I have spent twenty-two years on the storage and SAN layer of large enterprises. Migrations that could not take the application down. Dual-site DR for banks. SAN director swaps with replication running live through the cutover. That is the work. Lately I have been pointing the same instinct at data and AI engineering. There is a live AI version of me on this page if you would rather ask than read.
Storage and SAN is where I am most at home. I have run SRDF cutovers inside live change windows, designed dual-site PowerMax and VPLEX Metro, and swapped SAN directors while replication kept running underneath. I have moved whole datacenters for banks, utilities, and government bodies without taking the applications offline. The data and AI work I do now runs on that same foundation. The layer is new. The discipline is not.
01 — Read the error before you escalate. The answer is usually in the output, not the vendor's queue.
02 — "It runs" and "it's correct" are two different claims. I only ship the second one.
03 — A 30-second guard check beats an unrecoverable fabric at 2am. Every time.
Unix and Linux, Oracle RAC, Fibre Channel SAN, backup automation on SPARC and Solaris. The job that taught me the most was a root-disk crash on a live Symbios controller in the field. I fixed it by reading the hex the driver was throwing, not the manual. That is still how I work.
I started in field implementation and spent seven years as a Senior Solutions Architect after that, across more than 20 accounts in the GCC and MENA. VMAX and PowerMax, VPLEX Metro, SRDF, Brocade and Cisco fabrics. I hold the top EMC architect credential and kept it current through seven Enginuity releases, which is rarer than holding it once. One bank kept coming back for years; the latest job there moved 190-plus SRDF groups and over 1,000 zones off Cisco onto a new PowerMax 8500 build.
VSI is a Python telemetry platform that took storage onboarding from weeks down to hours. I built the collection daemon that handles 100-plus device types, the 50-plus parser and reporter modules behind it, 80-plus vendor API simulators to test against, and a replication compliance framework spanning nine vendors.
Cloud observability across accounts, in production. Steady study of AI and ML pointed at HPC and GPU infrastructure. And real engineering work done with AI, kept honest by a verification step it does not get to skip.
Infrastructure that watches itself, says plainly what is wrong, and plans its own capacity and migrations before anyone files a ticket.
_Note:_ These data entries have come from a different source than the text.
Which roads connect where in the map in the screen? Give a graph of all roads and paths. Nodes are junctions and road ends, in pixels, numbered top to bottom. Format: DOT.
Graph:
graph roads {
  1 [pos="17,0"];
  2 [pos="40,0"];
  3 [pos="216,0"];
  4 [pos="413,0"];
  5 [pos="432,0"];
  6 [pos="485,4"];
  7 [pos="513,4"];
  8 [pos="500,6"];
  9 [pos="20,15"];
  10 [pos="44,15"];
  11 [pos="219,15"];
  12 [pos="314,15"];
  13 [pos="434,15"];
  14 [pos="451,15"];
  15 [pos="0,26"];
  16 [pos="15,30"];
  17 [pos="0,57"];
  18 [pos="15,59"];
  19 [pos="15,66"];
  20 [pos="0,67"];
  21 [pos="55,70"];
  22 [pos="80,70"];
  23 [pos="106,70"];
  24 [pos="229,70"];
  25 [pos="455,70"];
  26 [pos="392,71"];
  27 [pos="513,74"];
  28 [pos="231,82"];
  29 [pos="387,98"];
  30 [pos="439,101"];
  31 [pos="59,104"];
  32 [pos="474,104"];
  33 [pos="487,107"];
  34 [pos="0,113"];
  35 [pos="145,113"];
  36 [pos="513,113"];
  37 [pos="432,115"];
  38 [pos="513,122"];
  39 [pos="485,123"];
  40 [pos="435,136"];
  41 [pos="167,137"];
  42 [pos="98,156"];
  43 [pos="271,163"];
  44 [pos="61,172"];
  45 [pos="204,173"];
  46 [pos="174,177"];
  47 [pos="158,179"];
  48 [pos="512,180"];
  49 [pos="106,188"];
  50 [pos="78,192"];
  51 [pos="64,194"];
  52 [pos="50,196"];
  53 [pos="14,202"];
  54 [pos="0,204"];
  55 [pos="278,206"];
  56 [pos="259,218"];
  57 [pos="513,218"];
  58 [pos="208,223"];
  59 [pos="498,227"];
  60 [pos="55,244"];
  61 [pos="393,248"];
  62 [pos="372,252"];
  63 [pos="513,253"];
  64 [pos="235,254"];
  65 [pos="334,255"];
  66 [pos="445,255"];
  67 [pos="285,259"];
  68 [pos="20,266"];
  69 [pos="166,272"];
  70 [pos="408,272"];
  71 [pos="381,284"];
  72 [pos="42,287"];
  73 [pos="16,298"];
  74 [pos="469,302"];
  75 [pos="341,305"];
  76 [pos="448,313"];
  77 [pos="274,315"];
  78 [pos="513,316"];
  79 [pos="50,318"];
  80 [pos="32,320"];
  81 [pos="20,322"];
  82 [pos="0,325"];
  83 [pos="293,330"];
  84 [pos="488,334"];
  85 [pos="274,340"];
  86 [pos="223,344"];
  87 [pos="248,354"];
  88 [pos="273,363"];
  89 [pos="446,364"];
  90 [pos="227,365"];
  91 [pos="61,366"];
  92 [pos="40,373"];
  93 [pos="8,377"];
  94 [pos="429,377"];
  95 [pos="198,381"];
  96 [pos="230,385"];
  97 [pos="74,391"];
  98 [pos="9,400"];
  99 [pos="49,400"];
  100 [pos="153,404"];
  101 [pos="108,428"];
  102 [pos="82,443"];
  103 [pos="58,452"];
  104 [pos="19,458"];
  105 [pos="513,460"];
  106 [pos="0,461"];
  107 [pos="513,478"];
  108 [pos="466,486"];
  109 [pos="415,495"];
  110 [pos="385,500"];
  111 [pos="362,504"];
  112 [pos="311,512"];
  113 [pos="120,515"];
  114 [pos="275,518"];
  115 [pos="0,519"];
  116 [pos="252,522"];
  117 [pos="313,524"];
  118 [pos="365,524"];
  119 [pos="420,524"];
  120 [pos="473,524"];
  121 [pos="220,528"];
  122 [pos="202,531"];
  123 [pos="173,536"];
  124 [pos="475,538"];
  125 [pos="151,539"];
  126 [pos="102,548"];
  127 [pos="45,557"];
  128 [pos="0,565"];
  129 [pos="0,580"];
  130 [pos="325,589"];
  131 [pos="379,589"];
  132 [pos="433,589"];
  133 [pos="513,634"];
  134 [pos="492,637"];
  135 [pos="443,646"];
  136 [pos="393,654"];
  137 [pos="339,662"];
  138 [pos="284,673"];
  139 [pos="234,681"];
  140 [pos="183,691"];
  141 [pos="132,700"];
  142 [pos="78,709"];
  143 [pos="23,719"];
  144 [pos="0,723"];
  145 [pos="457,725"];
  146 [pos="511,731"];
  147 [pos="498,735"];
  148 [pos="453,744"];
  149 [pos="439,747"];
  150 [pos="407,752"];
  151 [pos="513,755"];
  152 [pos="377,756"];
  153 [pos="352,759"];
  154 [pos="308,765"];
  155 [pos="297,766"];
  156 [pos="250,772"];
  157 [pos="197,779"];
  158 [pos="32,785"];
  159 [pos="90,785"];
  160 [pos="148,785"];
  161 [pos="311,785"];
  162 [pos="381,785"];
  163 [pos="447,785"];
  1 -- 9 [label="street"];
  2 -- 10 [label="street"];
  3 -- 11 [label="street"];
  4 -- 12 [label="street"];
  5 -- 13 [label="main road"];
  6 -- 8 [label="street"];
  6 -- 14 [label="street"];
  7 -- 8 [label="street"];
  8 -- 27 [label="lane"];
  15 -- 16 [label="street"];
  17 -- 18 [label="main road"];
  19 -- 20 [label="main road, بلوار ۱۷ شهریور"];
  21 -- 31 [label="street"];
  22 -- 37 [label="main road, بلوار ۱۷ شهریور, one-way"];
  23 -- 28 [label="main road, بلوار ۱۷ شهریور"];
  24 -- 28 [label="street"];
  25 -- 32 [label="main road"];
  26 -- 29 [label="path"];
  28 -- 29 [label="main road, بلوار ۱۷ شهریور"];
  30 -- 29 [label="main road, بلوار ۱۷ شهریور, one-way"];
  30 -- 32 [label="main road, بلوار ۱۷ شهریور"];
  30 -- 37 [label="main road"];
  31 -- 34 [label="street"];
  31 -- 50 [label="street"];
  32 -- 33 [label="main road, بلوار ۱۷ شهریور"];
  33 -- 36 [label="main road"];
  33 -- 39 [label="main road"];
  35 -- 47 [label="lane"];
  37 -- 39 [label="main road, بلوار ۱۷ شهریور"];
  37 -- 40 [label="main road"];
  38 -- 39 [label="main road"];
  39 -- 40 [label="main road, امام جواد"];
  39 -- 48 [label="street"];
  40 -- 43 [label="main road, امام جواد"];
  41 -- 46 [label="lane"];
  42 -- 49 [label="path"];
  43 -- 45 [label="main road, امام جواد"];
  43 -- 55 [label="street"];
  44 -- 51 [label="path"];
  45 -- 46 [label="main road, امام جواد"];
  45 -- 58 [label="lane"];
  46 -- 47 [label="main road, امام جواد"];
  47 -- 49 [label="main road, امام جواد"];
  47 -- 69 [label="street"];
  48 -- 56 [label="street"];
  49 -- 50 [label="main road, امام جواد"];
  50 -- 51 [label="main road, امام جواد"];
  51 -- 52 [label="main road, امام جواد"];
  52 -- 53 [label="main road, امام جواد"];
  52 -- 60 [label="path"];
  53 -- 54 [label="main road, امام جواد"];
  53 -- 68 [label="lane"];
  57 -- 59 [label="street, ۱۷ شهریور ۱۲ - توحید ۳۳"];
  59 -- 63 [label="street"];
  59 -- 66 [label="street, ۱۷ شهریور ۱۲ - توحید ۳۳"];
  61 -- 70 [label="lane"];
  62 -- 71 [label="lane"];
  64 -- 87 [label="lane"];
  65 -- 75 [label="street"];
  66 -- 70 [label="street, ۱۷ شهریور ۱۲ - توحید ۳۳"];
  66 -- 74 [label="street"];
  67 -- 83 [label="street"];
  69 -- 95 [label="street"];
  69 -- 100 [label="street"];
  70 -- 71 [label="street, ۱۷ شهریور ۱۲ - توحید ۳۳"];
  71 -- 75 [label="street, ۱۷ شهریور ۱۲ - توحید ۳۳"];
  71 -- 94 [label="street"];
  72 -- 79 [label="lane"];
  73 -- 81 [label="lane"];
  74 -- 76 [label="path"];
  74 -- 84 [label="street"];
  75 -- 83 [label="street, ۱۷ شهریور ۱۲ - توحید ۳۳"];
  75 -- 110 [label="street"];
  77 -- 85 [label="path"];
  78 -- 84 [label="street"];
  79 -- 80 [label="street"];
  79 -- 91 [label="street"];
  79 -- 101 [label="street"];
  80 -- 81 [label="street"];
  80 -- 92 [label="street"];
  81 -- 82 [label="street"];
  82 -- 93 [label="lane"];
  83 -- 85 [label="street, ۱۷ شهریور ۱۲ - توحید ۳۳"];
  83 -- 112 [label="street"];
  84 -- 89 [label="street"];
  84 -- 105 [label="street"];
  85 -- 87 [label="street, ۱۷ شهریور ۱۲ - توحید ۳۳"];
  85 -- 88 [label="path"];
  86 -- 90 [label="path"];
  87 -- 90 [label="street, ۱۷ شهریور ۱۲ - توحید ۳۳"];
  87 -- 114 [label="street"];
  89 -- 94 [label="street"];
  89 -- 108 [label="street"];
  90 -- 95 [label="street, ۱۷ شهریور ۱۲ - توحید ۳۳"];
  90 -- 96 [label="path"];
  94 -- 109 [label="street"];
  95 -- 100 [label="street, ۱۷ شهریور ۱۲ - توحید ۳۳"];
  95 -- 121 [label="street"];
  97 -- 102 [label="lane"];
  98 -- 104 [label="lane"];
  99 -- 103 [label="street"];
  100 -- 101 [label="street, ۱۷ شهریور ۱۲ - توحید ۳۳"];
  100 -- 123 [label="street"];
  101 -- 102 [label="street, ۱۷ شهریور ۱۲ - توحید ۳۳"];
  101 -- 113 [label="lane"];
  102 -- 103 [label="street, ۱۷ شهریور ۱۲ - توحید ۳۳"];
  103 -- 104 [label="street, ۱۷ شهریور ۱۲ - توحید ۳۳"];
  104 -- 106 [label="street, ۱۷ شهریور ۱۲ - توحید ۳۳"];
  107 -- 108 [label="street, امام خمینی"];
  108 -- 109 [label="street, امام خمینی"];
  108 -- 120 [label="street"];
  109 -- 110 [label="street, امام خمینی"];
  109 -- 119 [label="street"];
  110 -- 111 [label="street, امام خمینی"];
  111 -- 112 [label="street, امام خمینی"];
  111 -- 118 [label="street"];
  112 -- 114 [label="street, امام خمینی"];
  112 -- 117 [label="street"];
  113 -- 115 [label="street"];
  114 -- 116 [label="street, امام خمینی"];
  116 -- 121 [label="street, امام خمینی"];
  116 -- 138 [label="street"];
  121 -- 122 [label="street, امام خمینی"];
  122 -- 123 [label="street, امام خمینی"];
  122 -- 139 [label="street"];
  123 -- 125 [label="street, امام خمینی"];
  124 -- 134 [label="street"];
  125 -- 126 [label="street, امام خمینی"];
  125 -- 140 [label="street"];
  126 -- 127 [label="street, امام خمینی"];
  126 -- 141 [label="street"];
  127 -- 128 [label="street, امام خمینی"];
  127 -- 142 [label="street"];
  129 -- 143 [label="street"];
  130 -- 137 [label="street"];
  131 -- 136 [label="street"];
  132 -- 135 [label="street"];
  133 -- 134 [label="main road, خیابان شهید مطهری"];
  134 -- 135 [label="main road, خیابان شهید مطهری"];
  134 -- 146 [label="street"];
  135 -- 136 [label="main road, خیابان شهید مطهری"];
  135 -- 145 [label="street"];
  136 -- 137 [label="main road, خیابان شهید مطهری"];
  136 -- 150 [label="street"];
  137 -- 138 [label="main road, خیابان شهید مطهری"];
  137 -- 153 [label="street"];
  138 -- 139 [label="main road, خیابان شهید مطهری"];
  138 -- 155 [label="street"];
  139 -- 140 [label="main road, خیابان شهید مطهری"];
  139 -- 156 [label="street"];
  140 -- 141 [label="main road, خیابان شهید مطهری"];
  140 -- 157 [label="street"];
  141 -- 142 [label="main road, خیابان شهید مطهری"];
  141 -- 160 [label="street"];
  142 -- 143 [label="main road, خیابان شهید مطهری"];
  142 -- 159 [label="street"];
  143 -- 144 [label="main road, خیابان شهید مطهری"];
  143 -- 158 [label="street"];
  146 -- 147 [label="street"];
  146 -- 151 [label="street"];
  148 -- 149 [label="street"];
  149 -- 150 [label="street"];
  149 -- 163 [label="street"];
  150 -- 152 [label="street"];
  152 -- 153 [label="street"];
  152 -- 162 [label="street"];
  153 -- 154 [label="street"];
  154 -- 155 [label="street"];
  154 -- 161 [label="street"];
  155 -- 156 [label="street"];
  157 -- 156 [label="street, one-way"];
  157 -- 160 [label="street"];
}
That is the part I want to build next.
Real projects, with the names removed. The numbers are the actual ones from each job, not rounded up for effect.
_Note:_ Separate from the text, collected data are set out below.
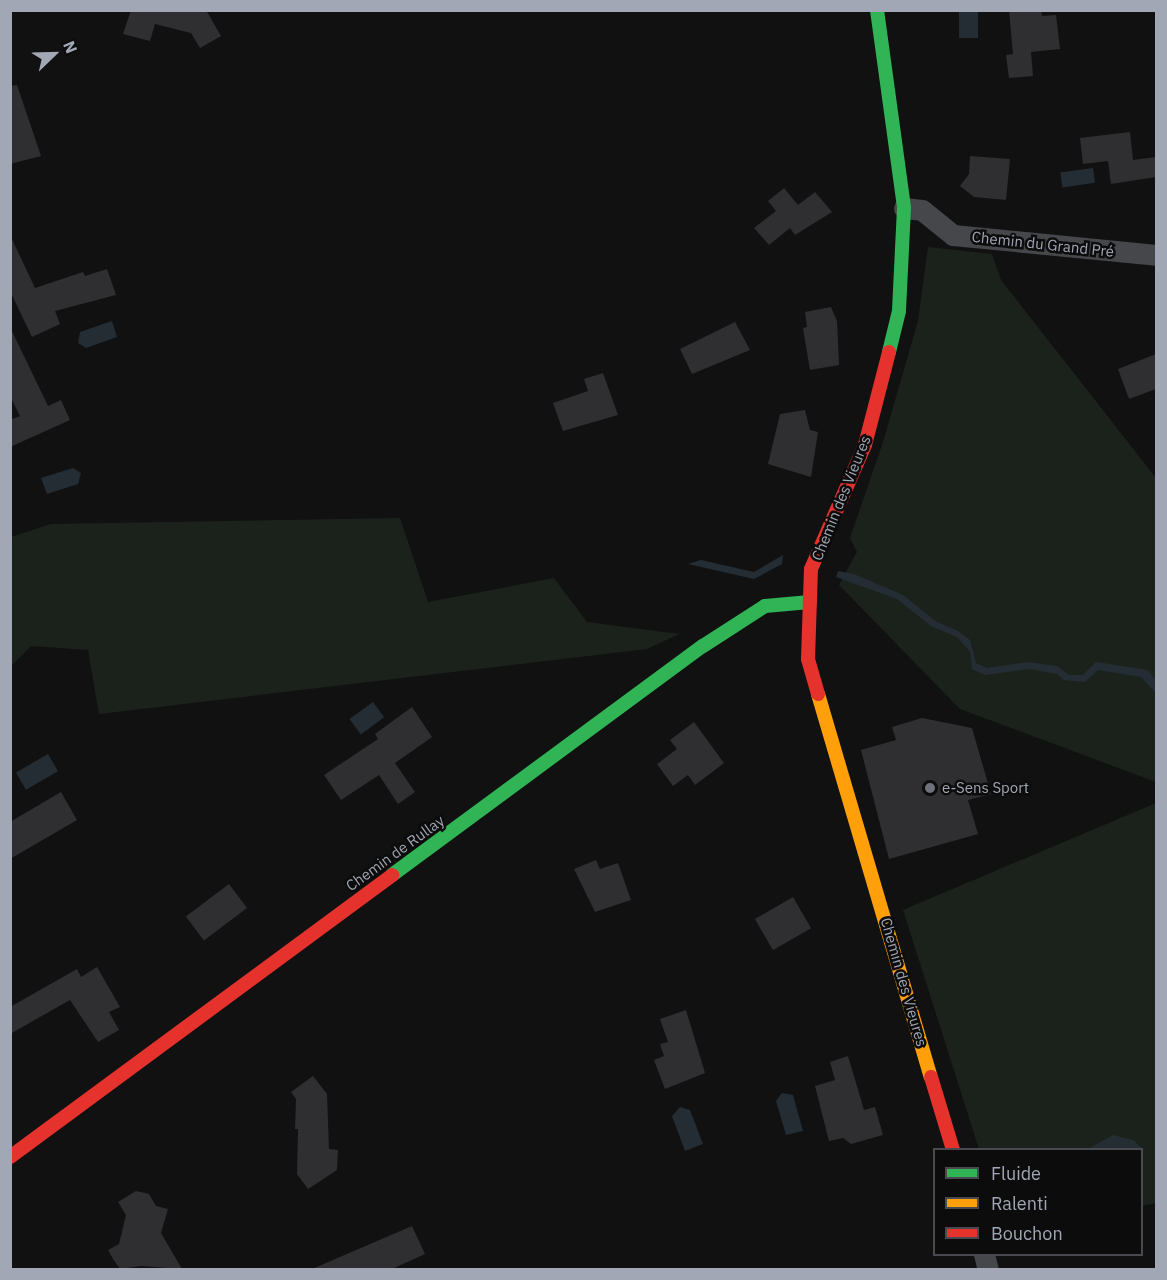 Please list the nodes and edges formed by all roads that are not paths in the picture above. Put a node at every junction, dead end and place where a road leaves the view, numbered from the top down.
1 (877, 10) edge
2 (904, 208) junction
3 (1156, 255) edge
4 (810, 602) junction
5 (953, 1148) edge
6 (10, 1157) edge

1 - 2 street, Chemin des Vieures
2 - 3 street, Chemin du Grand Pré
2 - 4 street, Chemin des Vieures
4 - 5 street, Chemin des Vieures
4 - 6 street, Chemin de Rullay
This was not one planned program. It was the same bank coming back, project after project, over several years. First an HP 3PAR to VMAX 250FX migration with no downtime, done over SRDF. Then a VMAX 40K re-platform across more than 30 application clusters. Then dual-site DR on VMAX3. The latest was the biggest: a PowerMax 8500 dual-site build and a Gen-7 Brocade director refresh that took the fabric off Cisco entirely, moving 190+ SRDF groups and over 1,000 zones across. A bash suite I wrote drove every cutover, throttling SRDF bandwidth so business hours stayed clean. They kept calling because the earlier work held.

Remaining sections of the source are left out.